_Try it_
Determine the number of lines in the data that contain "Benedito". Answer with that number only.

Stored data

:::

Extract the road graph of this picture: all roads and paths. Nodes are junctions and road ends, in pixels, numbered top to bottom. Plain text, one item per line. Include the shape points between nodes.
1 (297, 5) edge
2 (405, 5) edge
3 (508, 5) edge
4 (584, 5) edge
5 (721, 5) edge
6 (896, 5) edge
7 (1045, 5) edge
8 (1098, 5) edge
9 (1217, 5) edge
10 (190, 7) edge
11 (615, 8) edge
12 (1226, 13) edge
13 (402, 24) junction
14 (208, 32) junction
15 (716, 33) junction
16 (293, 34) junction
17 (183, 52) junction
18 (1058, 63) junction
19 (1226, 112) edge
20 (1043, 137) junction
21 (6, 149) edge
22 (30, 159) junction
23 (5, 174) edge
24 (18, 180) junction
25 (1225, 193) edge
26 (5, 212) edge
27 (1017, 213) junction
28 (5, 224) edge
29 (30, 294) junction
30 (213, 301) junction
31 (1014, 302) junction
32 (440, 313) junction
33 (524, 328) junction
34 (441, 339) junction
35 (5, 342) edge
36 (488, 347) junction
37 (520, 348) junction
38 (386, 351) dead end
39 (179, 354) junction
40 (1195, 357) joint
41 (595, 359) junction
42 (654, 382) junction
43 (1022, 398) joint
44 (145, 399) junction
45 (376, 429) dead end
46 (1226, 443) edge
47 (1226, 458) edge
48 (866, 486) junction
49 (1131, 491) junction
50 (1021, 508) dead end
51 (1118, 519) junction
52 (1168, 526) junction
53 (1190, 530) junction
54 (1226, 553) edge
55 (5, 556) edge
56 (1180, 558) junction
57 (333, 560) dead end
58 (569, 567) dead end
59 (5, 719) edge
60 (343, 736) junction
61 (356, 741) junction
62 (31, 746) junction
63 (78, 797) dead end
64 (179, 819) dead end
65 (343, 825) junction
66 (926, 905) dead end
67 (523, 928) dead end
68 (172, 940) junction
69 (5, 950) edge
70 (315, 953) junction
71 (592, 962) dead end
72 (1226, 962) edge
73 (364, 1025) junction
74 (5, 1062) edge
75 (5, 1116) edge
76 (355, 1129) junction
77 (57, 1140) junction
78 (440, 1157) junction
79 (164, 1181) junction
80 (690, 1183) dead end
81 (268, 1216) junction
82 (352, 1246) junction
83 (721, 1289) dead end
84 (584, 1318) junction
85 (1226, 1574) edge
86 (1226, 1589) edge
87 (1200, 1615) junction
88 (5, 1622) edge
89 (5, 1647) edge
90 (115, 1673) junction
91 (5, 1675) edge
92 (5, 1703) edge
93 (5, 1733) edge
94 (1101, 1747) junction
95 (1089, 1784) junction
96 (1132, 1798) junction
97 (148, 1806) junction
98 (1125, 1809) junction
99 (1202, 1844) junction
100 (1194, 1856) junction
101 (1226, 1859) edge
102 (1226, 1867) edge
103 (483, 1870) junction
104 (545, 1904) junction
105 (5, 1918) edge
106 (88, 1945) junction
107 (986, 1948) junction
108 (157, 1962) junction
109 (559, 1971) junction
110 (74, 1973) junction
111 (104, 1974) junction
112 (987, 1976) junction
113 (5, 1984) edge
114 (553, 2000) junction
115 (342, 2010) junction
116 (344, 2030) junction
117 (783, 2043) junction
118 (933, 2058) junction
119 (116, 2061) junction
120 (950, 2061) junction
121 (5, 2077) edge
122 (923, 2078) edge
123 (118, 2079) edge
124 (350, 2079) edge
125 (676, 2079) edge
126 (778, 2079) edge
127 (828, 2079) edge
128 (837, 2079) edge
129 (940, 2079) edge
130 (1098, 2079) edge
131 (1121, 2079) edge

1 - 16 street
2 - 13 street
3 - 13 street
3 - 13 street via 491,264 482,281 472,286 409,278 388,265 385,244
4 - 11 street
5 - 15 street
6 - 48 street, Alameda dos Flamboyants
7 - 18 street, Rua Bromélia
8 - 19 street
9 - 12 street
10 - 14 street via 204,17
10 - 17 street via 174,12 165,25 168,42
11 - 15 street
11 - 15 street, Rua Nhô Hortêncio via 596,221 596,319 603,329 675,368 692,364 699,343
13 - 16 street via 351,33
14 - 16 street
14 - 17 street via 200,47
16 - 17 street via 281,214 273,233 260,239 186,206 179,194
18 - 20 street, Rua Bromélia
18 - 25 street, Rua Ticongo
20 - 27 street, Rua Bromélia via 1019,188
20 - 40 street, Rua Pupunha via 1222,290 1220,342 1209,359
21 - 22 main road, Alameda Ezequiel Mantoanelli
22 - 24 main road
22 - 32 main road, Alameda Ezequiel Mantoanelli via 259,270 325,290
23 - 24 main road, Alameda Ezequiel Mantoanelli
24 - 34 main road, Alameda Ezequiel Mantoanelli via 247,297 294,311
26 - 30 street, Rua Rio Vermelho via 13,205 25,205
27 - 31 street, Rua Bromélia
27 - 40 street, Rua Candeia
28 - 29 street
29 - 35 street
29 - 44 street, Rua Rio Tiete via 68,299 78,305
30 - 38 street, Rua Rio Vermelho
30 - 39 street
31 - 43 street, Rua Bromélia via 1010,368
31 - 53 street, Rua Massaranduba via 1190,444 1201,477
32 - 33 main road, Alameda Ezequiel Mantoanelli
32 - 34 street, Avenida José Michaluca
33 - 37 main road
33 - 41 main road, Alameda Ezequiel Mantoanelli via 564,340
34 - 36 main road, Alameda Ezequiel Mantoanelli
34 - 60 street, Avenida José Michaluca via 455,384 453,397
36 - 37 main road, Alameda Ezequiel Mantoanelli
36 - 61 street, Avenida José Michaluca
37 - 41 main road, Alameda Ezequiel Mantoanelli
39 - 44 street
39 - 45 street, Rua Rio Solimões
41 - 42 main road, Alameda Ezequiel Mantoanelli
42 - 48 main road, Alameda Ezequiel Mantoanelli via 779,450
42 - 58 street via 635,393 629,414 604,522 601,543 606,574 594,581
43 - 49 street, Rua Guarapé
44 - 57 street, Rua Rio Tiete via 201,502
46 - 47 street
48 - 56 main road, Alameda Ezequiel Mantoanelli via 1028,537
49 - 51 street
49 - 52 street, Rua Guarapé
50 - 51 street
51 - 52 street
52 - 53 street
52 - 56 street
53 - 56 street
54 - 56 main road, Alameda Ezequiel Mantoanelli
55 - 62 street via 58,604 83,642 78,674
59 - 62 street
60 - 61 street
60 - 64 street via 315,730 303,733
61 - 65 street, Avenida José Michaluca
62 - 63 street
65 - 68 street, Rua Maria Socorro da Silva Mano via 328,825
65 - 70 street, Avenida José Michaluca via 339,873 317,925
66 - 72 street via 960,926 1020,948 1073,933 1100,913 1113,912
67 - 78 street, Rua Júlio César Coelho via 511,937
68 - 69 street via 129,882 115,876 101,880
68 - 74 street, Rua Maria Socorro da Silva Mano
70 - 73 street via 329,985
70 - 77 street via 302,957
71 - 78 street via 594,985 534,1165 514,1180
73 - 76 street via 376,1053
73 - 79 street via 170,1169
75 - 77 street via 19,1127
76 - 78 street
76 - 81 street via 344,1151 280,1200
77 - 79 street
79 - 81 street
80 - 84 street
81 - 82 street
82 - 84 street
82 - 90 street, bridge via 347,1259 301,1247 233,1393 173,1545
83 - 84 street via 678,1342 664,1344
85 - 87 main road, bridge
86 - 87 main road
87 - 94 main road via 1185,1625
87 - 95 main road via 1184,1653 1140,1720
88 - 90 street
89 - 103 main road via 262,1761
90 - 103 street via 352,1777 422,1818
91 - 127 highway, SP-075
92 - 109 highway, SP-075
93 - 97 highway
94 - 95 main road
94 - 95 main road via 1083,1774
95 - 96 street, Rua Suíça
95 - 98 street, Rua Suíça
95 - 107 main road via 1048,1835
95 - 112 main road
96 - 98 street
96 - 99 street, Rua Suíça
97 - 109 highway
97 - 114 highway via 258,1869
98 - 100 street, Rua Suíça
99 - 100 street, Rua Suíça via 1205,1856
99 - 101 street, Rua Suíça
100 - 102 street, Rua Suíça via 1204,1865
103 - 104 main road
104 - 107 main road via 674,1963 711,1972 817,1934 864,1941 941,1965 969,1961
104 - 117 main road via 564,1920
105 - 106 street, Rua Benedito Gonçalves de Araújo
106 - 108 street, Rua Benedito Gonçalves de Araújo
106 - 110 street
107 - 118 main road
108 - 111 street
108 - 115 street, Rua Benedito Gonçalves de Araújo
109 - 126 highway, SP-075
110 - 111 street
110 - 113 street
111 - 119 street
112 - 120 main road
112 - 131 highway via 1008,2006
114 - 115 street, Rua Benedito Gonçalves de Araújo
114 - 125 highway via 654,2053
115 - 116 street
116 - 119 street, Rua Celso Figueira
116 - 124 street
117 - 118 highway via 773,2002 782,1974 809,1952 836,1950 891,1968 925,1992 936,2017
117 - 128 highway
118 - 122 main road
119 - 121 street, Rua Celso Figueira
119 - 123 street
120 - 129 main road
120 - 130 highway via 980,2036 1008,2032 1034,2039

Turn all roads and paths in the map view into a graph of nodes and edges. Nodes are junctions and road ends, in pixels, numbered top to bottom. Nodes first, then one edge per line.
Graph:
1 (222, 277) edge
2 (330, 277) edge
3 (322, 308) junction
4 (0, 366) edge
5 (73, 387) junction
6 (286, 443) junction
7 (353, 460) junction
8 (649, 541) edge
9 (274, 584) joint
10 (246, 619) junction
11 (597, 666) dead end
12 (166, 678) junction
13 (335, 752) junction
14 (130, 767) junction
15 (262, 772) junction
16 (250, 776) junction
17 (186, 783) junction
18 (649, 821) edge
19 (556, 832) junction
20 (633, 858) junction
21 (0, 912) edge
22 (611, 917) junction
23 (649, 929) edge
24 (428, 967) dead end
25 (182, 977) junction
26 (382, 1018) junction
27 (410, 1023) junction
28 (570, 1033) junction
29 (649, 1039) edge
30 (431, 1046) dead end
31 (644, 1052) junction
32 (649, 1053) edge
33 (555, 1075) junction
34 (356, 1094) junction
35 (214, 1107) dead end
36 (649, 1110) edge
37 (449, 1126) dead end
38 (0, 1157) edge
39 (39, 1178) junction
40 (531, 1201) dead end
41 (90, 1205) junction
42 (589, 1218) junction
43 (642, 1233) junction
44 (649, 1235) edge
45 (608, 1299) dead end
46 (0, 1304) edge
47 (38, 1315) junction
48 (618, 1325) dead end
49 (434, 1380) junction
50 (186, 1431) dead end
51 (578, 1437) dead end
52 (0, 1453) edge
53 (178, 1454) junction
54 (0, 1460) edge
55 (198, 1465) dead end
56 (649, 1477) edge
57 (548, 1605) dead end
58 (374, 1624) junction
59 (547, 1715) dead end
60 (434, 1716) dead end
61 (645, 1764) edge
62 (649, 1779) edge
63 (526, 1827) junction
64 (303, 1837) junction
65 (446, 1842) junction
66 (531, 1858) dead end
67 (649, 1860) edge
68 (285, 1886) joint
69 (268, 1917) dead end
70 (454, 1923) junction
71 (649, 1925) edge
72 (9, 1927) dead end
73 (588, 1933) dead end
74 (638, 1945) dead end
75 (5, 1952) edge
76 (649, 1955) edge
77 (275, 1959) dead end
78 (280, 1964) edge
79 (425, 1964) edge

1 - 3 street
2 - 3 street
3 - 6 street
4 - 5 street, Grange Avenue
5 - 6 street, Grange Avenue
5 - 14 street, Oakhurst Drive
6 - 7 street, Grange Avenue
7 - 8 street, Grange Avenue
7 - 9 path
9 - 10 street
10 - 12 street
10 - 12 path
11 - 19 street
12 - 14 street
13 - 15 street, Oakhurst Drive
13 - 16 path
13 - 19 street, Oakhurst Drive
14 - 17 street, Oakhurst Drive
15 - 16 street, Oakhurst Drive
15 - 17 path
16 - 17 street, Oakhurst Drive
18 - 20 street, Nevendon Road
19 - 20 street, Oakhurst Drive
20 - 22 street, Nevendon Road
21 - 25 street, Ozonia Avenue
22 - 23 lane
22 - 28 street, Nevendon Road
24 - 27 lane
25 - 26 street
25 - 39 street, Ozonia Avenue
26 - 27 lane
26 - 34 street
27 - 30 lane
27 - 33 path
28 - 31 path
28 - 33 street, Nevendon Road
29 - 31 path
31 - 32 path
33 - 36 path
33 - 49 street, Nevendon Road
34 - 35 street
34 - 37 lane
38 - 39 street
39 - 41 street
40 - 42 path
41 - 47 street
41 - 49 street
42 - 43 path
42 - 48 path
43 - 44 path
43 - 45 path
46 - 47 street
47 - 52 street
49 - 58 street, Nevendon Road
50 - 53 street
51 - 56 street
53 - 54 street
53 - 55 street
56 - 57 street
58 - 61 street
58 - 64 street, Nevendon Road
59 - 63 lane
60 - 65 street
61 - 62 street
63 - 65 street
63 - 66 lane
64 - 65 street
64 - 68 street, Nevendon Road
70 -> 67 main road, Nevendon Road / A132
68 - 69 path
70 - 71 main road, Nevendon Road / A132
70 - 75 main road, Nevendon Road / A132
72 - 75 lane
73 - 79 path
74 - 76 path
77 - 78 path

:::

_Result of the task_
4